Comments
Published on:
May 24, 2020
2 closetmajick answered
You're a very big negative, for everything you say you don't do, and you're angry because the others don't help you as they owe you. Well, wake up, nobody owes you. Your whole position is a big complaint, from school, classmates, parents, and no-money. You're one of those kind of human energy vampires who live to make them feel sorry for them, and they need constant attention, and someone's got something to explain to them, feel sorry for them, and take care of them. It's very convenient to say "I can't" and to sit down and wait for someone to pour your knowledge into your head or to find you a job and a place. Either brace yourself or you graduate somewhere in a miserable place and drinking antidepressants, and naturally accuse others of that.
Published on:
May 24, 2020
3 lilithpopsy answered
This is really getting interesting for the extroverted:) It is a kind of a praise for Bulgaria and the people in it.
Published on:
May 24, 2020
4 elwynciel answered
And I was like that before but I got started to go with the girls in our class and so I got...
Published on:
May 24, 2020
5 lostbet5550 answered
To number three. (9b59dd1d8d for clarification that I was missing 1.): It's easy when you've had a fair start, when you've lived without rejection and isolation, without humiliation from everyone, without having to be yourself, just to have the little one to live human. Understand that what you have and think for granted (friends, equal Start, dignity), the author has been deprived for a lifetime. No one was obligated to... And who was obligated to have your self-esteem, acceptance, friends, and a chance to show your abilities (at school, at work, etc.)?

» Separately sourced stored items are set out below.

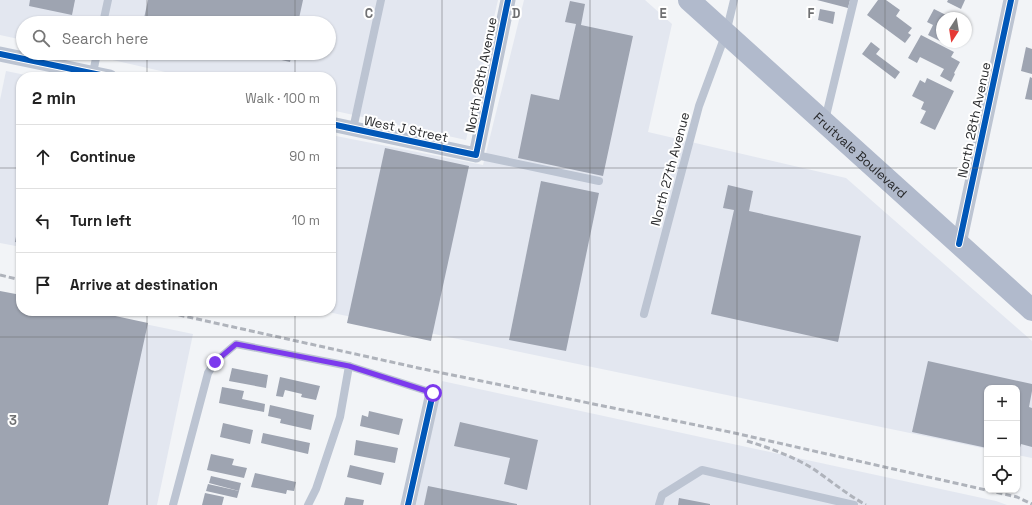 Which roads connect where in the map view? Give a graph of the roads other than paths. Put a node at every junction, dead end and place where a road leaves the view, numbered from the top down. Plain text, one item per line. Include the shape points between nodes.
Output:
1 (108, 0) edge
2 (381, 0) edge
3 (508, 0) edge
4 (689, 0) edge
5 (734, 0) edge
6 (854, 0) edge
7 (1011, 0) edge
8 (105, 16) edge
9 (726, 33) junction
10 (0, 54) edge
11 (16, 57) edge
12 (29, 60) edge
13 (96, 60) edge
14 (88, 72) edge
15 (93, 72) edge
16 (824, 122) junction
17 (336, 125) edge
18 (353, 129) junction
19 (476, 155) junction
20 (599, 181) dead end
21 (959, 244) junction
22 (1032, 310) edge
23 (644, 314) dead end
24 (349, 366) junction
25 (433, 393) joint
26 (173, 505) edge
27 (308, 505) edge
28 (408, 505) edge
29 (659, 505) edge
30 (854, 505) edge

1 - 8 lane
2 - 18 lane
3 - 19 street, North 26th Avenue
4 - 9 main road, Fruitvale Boulevard
5 - 9 lane, North 27th Avenue
6 - 16 lane
7 - 21 street, North 28th Avenue
9 - 16 main road, Fruitvale Boulevard
9 - 23 lane, North 27th Avenue via 699,106
10 - 11 street
12 - 14 street
13 - 15 lane
16 - 21 main road, Fruitvale Boulevard
17 - 18 street, West J Street
18 - 19 street, West J Street
19 - 20 lane
21 - 22 main road, Fruitvale Boulevard
24 - 25 lane
24 - 26 lane via 236,344 215,362 208,373
24 - 27 lane via 340,417 316,489
25 - 28 street
29 - 30 lane via 662,495 702,470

I wrote this comment, because it was always interesting to me how people who would not go and one week rejected by everyone, without friends and without equal existence, how dare to criticize those who are so always.
To the author: Yes, you need optimism, but not because you have no reason to be bitter, but because you have to do it FOR YOURSELF! Always do this!
Published on:
May 24, 2020
6 brestud answered
Don't worry about getting help. But do not seek help to become another person, but to understand and love yourself as you are.
Modern society is not hospitable to introvert people, but that doesn't mean they have no place in it. To begin with, I think it's good to try believing that you deserve to be happy and relaxed, which is actually true.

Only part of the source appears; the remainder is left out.